O TJRS, porém, anulou o júri por quatro motivos principais: irregularidades na escolha dos jurados, inclusive com a realização de um sorteio fora do prazo previsto pelo Código de Processo Penal (CPP); a realização, durante a sessão de julgamento, de uma reunião reservada entre o juiz presidente do júri e os jurados, sem a participação das defesas ou do Ministério Público; ilegalidades na elaboração dos quesitos; e a suposta inovação da acusação na fase de réplica.
Nulidades absolutas também exigem comprovação de prejuízo
Ao iniciar o seu voto, o ministro Rogerio Schietti manifestou solidariedade aos familiares, aos amigos e às centenas de vítimas da tragédia. O relator ressaltou a complexidade do processo (que já conta com mais de 68 mil páginas) e elogiou o comportamento de todas as partes, inclusive durante os dez dias de julgamento pelo júri popular.
Exatamente pela magnitude do episódio e pelo caráter dramático do caso, o ministro destacou a necessidade de que o julgamento pelo júri fosse conduzido “com certa flexibilidade, não a ponto de sacrificar os direitos dos acusados, mas na medida certa para não impedir a sua conclusão em tempo e modo devidos”.
Em relação às nulidades no processo penal, Schietti comentou que a divisão clássica entre as relativas – que exigiriam comprovação de prejuízo e estariam sujeitas à preclusão – e as absolutas – as quais, em tese, não estariam sujeitas à preclusão e poderiam ser reconhecidas de ofício pela Justiça – vem sendo objeto de nova interpretação tanto pelo Supremo Tribunal Federal quanto pelo STJ, com a fixação de jurisprudência no sentido de que também as nulidades absolutas dependem da demonstração de efetivo prejuízo e podem ser atingidas pela preclusão.
Preocupação do juiz foi evitar adiamento da sessão
No tocante à escolha dos jurados, Schietti comentou que o juiz presidente fez três sorteios para a escolha de 150 jurados (entre 25 deles seriam sorteados os integrantes do conselho de sentença). Para o TJRS, o número foi excessivo, além de um dos sorteios ter ocorrido em 24 de novembro de 2021, fora do prazo previsto pelo CPP.

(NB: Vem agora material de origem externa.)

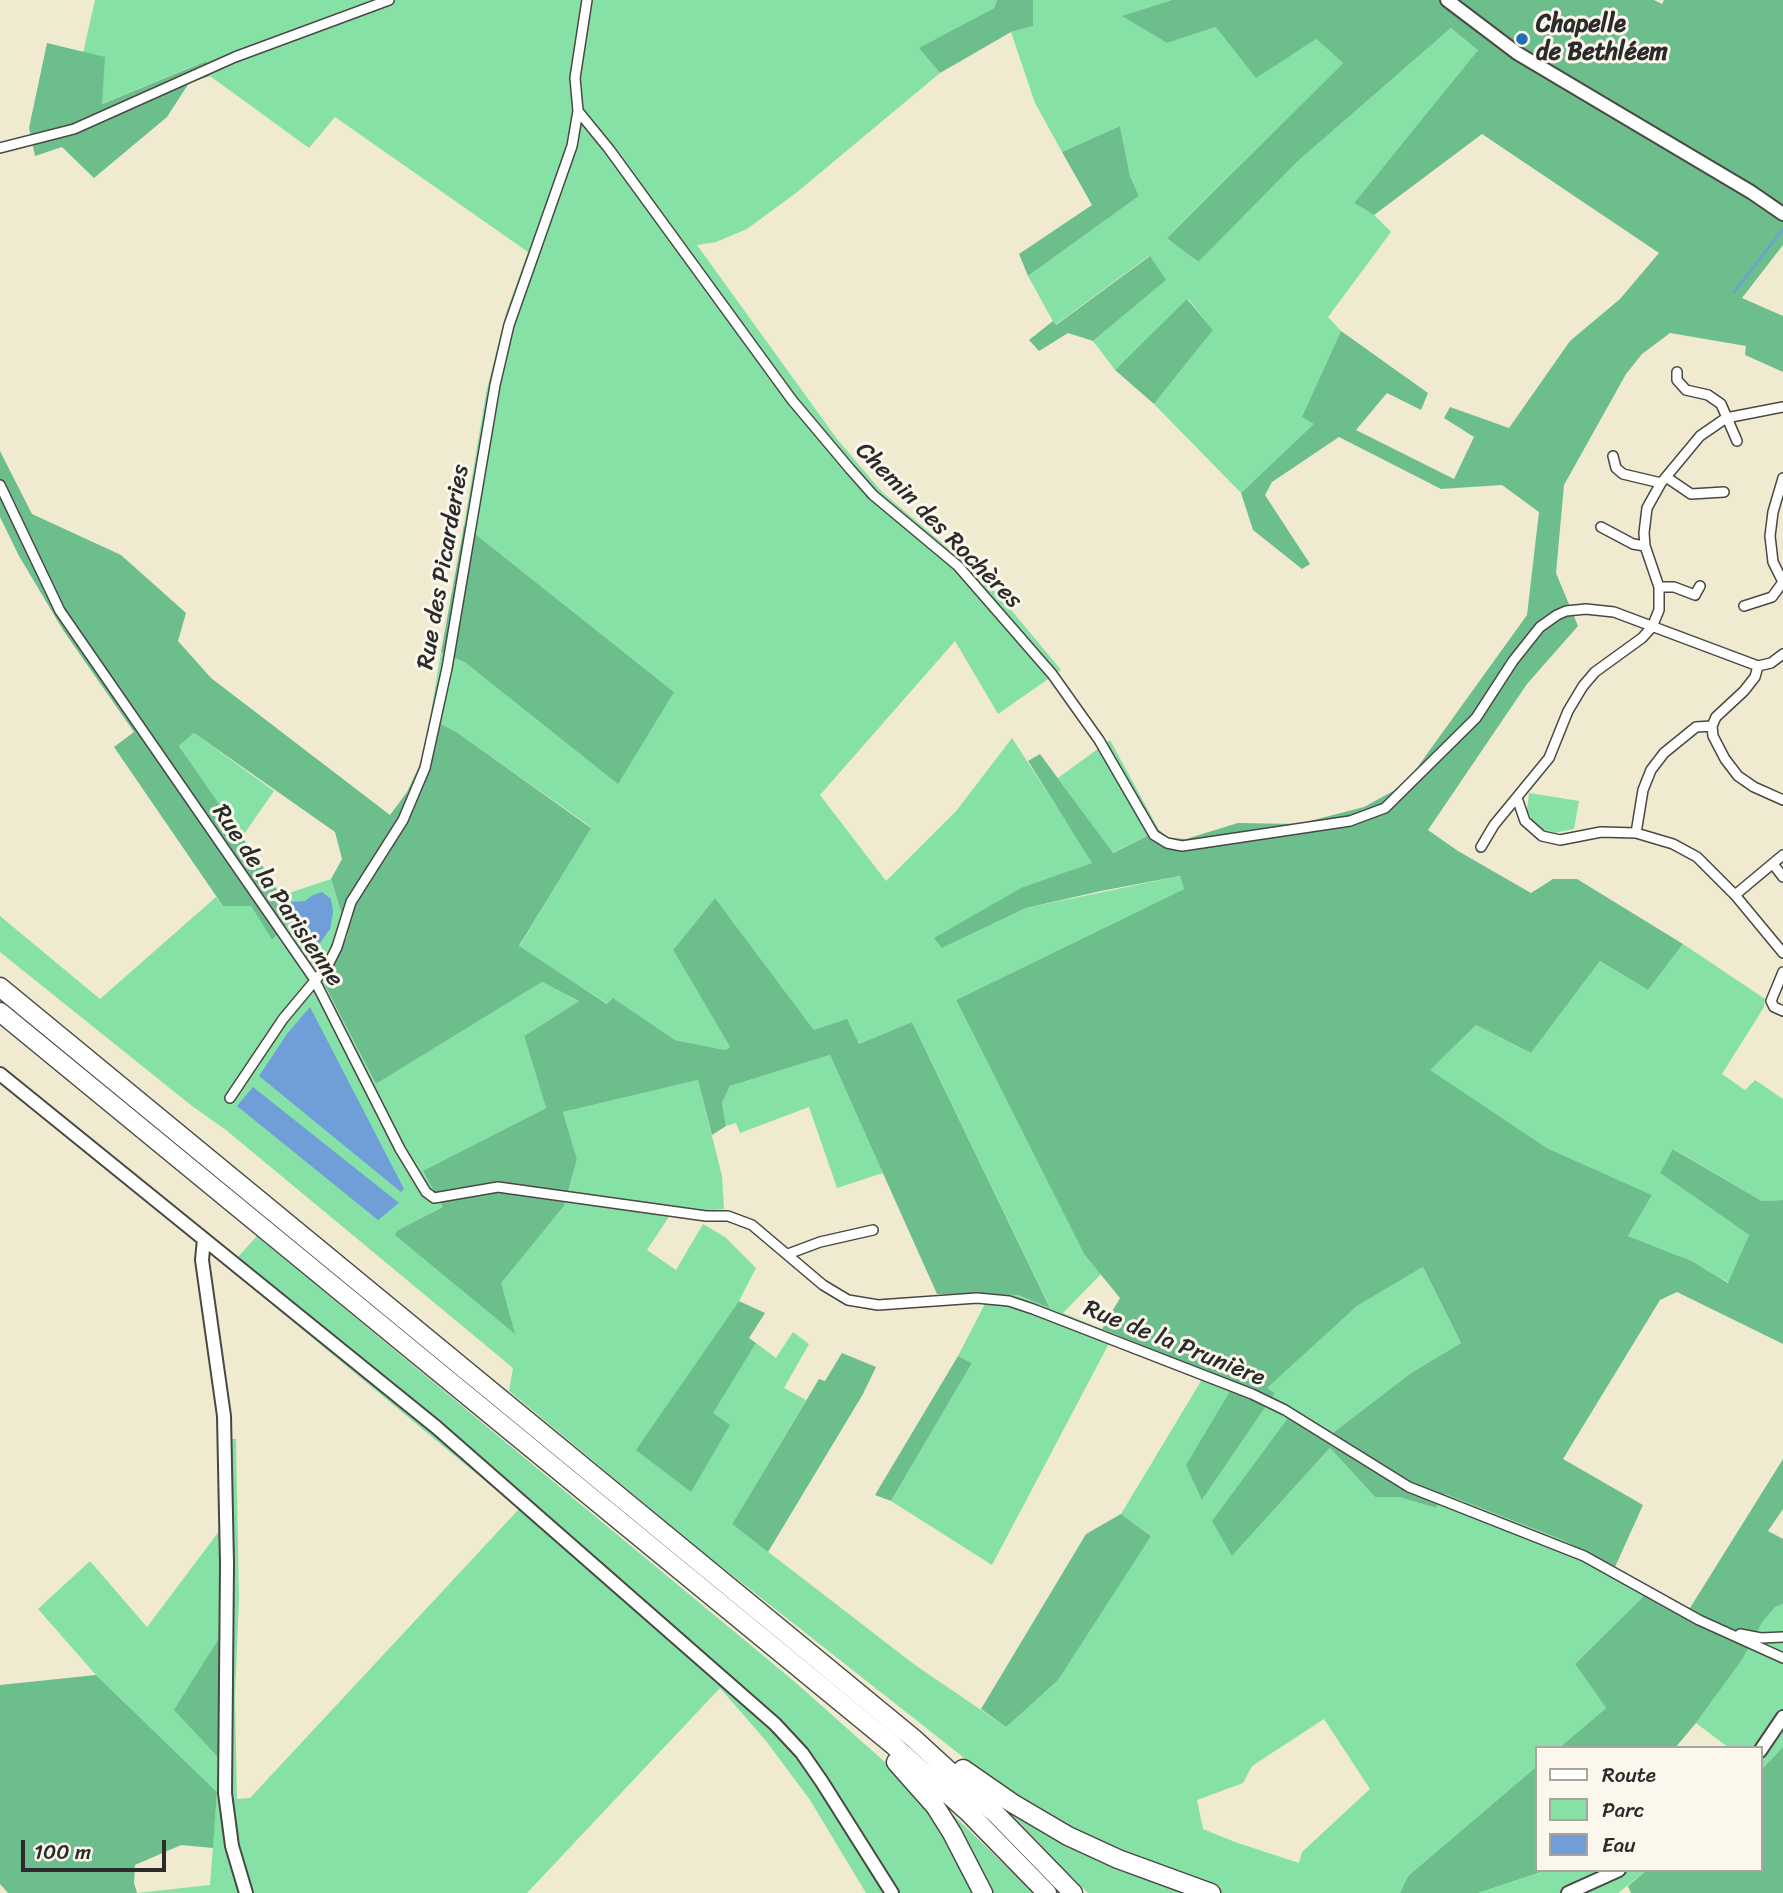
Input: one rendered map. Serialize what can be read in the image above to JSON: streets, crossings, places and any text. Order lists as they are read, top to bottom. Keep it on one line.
{"streets":{"street":["Chemin des Rochères","Rue des Picarderies","Rue de la Parisienne","Rue de la Prunière"]},"crossings":[["Chemin des Rochères","Rue des Picarderies"],["Rue des Picarderies","Rue de la Parisienne"],["Rue de la Parisienne","Rue de la Prunière"]],"places":["Chapelle de Bethléem"],"legend":["Route","Parc","Eau"],"scale_bar":"100 m"}
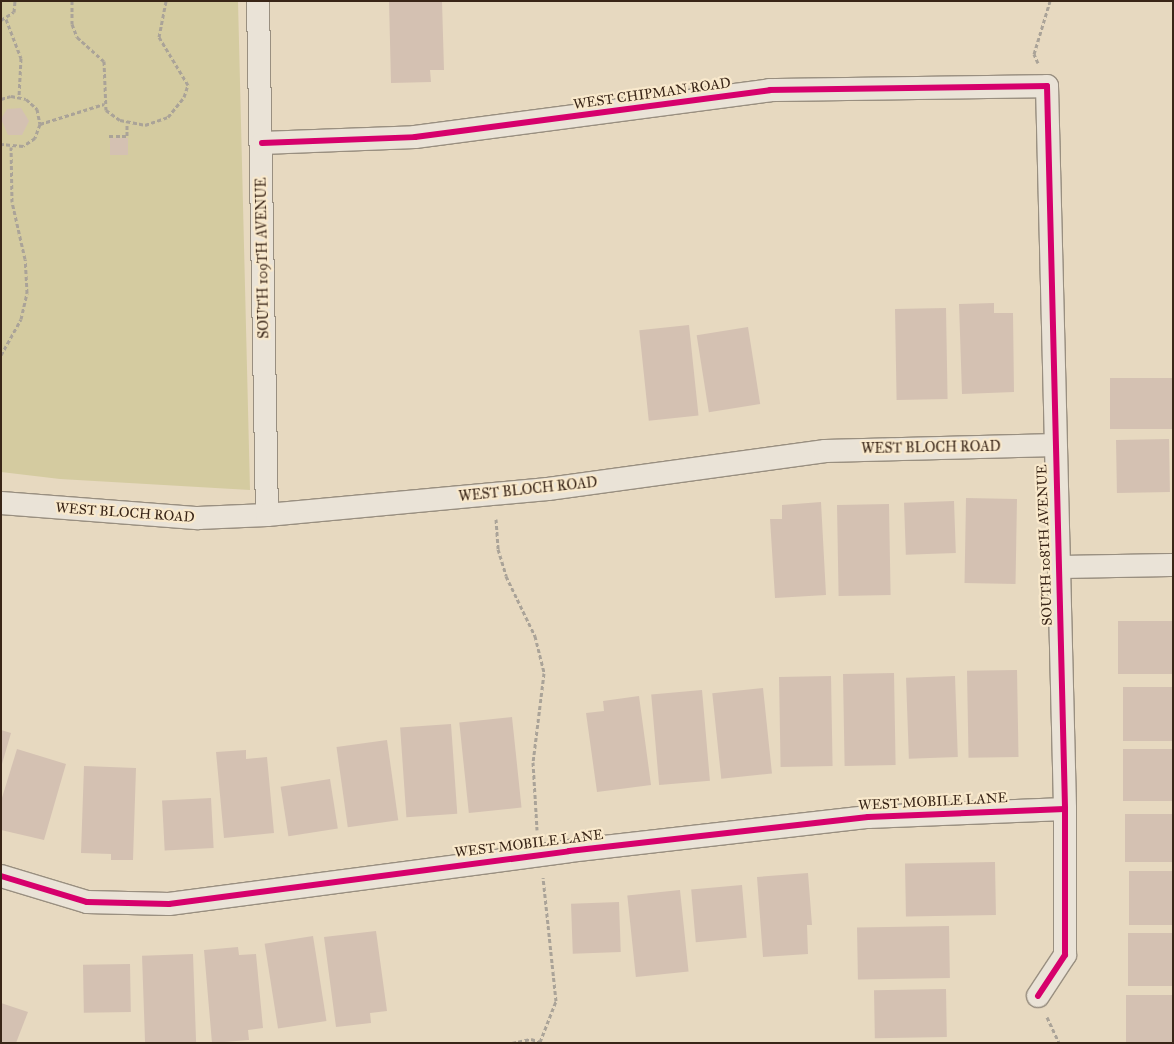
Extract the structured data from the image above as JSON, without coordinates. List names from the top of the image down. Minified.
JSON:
{"streets":{"street":["WEST CHIPMAN ROAD","SOUTH 109TH AVENUE","WEST BLOCH ROAD","SOUTH 108TH AVENUE","WEST MOBILE LANE"]},"crossings":[["WEST CHIPMAN ROAD","SOUTH 109TH AVENUE"],["WEST CHIPMAN ROAD","SOUTH 108TH AVENUE"],["SOUTH 109TH AVENUE","WEST BLOCH ROAD"],["WEST BLOCH ROAD","SOUTH 108TH AVENUE"],["SOUTH 108TH AVENUE","WEST MOBILE LANE"]]}
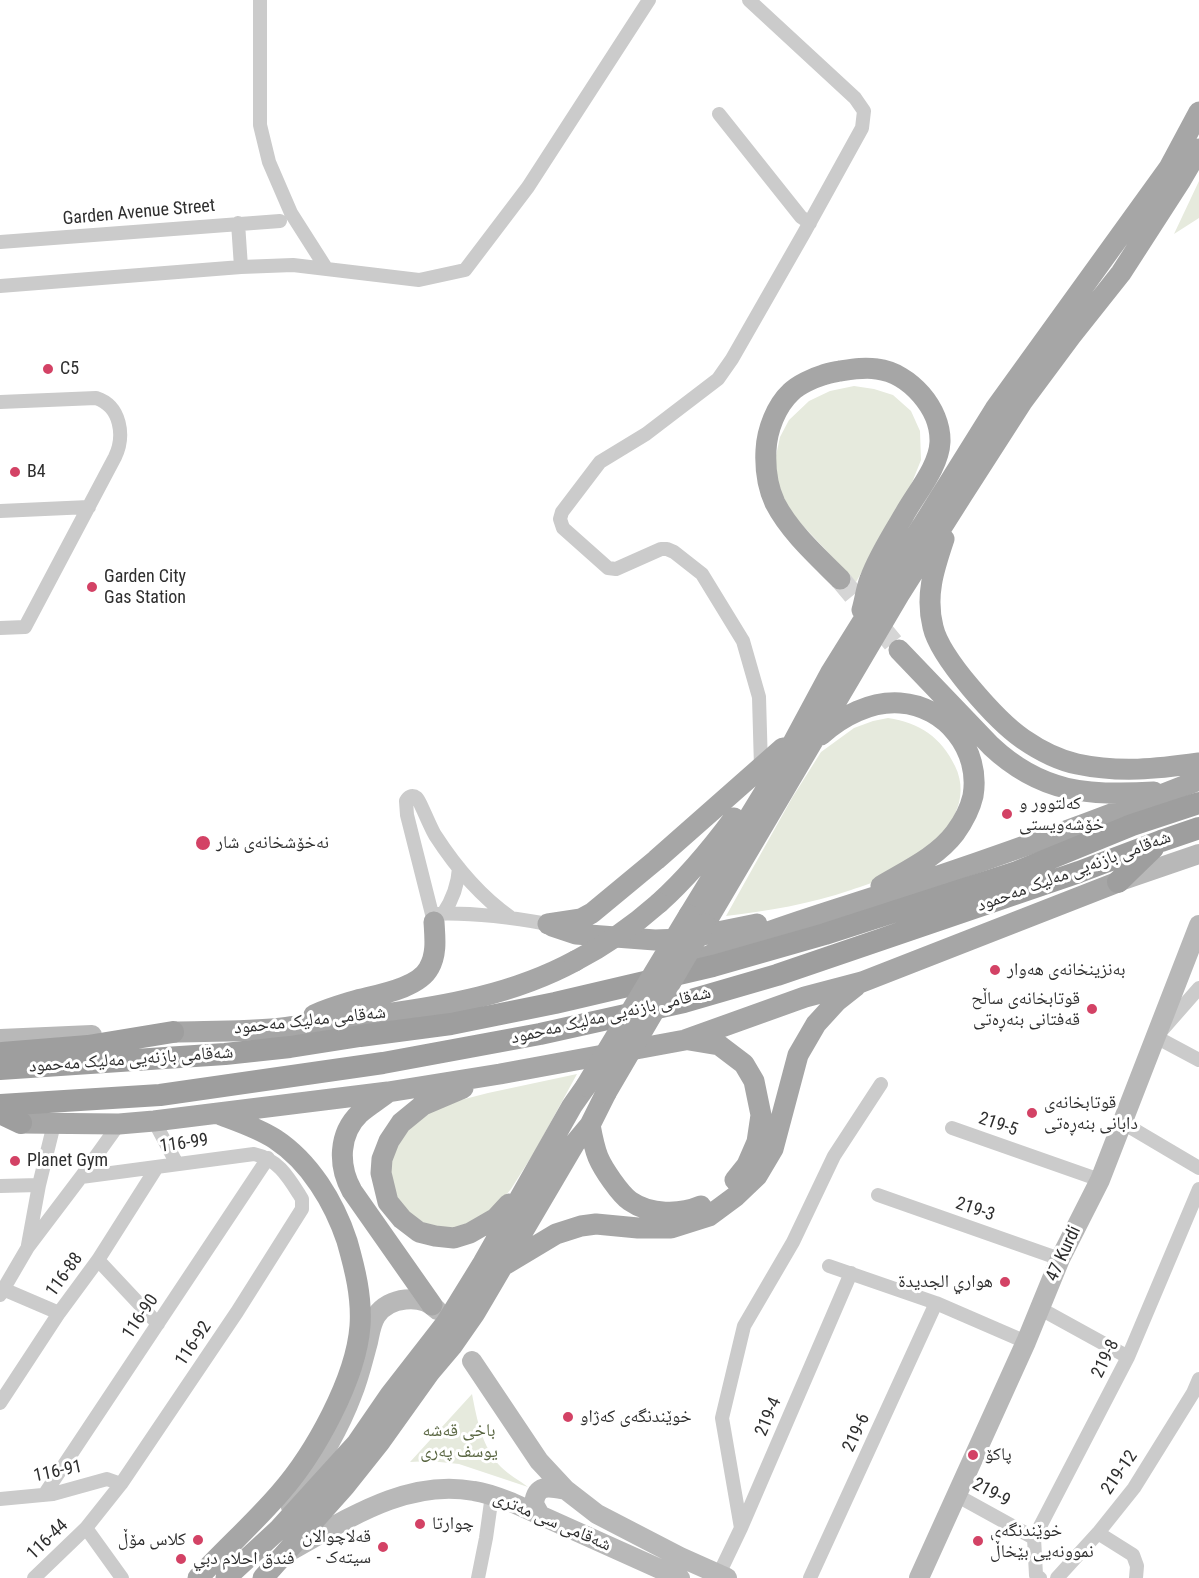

Na avaliação do ministro, contudo, a intenção do magistrado foi evitar o chamado “estouro de urna” (quando há impossibilidade de se formar o conselho de sentença pela insuficiência de jurados), em razão das dificuldades para encontrar pessoas aptas a participar do julgamento e por causa da pandemia da Covid-19. Além disso, enfatizou, o juiz definiu a forma de sorteio com o objetivo de evitar o risco de adiamento da sessão, o que levaria não só a grandes prejuízos materiais e problemas operacionais, mas também teria um grave “custo emocional” para aqueles que aguardavam o julgamento.
O relator lembrou ainda que os quatro jurados escolhidos no sorteio fora do prazo legal não participaram do julgamento. “O conselho de sentença não contou com nenhum dos jurados que foram sorteados no dia 24/11/2021, o que evidencia a ausência de prejuízo em razão da realização do último sorteio de jurados extemporaneamente”, disse.
Nulidades ocorridas em sessão plenária devem ser apontadas logo após ocorrência
Já em relação à suposta ilegalidade da reunião reservada entre o juiz e os jurados, Schietti destacou que as nulidades do julgamento em plenário devem ser atacadas logo após sua ocorrência, sob pena de preclusão, nos termos do artigo 571, incisos V e VII, do CPP. Além disso, é indispensável que a alegação de nulidade seja consignada na ata da sessão.
De acordo com Rogerio Schietti, não houve impugnação da reunião reservada na ata, mas apenas no recurso de apelação. “Assim, considerando que não houve impugnação da realização da referida reunião oportunamente em plenário, a matéria está preclusa”, afirmou.